Entries supplied Start Marker

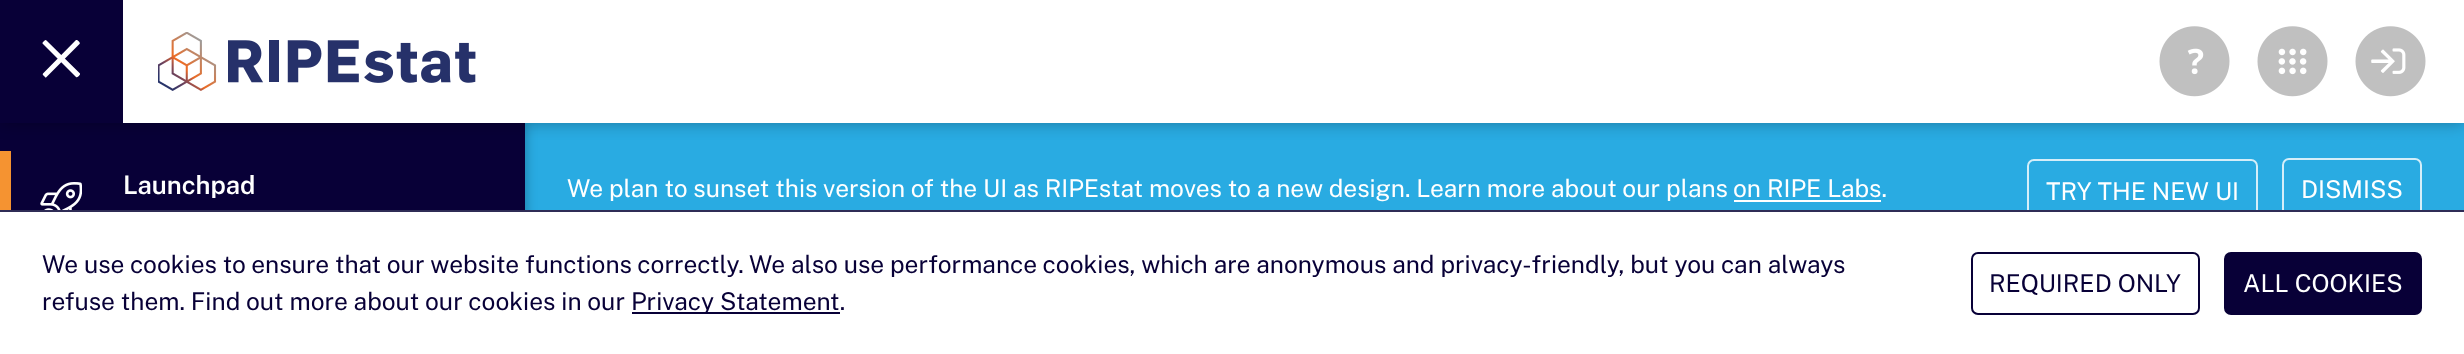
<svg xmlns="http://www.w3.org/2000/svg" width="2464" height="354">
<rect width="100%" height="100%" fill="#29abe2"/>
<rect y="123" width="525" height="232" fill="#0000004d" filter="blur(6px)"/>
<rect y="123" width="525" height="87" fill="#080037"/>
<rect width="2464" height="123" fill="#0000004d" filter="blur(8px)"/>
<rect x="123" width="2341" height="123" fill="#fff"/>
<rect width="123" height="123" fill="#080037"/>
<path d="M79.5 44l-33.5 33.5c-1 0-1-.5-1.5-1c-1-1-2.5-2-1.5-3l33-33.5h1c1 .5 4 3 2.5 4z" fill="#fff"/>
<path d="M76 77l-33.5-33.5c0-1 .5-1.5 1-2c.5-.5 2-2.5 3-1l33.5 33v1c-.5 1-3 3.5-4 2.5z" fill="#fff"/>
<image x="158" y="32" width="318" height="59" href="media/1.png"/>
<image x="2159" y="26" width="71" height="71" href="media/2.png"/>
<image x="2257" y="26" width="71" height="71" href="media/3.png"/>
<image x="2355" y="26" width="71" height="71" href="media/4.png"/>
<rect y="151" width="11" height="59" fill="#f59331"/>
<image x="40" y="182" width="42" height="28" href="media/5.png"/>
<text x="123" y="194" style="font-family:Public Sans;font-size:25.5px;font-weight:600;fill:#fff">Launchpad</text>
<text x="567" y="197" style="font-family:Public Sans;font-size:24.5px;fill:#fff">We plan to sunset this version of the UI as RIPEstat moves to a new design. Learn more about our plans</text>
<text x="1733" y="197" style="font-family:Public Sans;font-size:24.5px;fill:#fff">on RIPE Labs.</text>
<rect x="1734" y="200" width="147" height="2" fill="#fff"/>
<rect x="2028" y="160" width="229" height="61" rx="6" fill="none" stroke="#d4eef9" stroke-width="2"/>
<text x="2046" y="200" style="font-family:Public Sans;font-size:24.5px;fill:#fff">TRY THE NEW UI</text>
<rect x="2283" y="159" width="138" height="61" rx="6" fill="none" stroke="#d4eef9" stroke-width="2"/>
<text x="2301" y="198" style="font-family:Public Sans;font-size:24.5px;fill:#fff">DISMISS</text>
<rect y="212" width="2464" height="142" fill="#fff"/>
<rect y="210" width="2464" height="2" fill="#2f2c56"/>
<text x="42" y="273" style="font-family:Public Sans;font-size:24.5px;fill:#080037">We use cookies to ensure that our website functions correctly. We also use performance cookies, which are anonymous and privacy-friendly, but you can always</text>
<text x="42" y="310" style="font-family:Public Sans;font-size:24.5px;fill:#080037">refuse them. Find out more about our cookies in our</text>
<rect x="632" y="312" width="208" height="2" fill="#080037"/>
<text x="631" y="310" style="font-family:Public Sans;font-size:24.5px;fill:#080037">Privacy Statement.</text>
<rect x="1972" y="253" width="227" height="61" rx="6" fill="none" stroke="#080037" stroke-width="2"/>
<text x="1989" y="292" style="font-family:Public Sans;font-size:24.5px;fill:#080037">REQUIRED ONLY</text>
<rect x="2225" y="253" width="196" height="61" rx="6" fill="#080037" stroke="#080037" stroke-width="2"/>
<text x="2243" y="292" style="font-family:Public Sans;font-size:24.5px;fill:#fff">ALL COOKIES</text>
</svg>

Entries supplied End Marker

Scan the lines above for the word "family", then copy each line that has it.

_Result_
<text x="123" y="194" style="font-family:Public Sans;font-size:25.5px;font-weight:600;fill:#fff">Launchpad</text>
<text x="567" y="197" style="font-family:Public Sans;font-size:24.5px;fill:#fff">We plan to sunset this version of the UI as RIPEstat moves to a new design. Learn more about our plans</text>
<text x="1733" y="197" style="font-family:Public Sans;font-size:24.5px;fill:#fff">on RIPE Labs.</text>
<text x="2046" y="200" style="font-family:Public Sans;font-size:24.5px;fill:#fff">TRY THE NEW UI</text>
<text x="2301" y="198" style="font-family:Public Sans;font-size:24.5px;fill:#fff">DISMISS</text>
<text x="42" y="273" style="font-family:Public Sans;font-size:24.5px;fill:#080037">We use cookies to ensure that our website functions correctly. We also use performance cookies, which are anonymous and privacy-friendly, but you can always</text>
<text x="42" y="310" style="font-family:Public Sans;font-size:24.5px;fill:#080037">refuse them. Find out more about our cookies in our</text>
<text x="631" y="310" style="font-family:Public Sans;font-size:24.5px;fill:#080037">Privacy Statement.</text>
<text x="1989" y="292" style="font-family:Public Sans;font-size:24.5px;fill:#080037">REQUIRED ONLY</text>
<text x="2243" y="292" style="font-family:Public Sans;font-size:24.5px;fill:#fff">ALL COOKIES</text>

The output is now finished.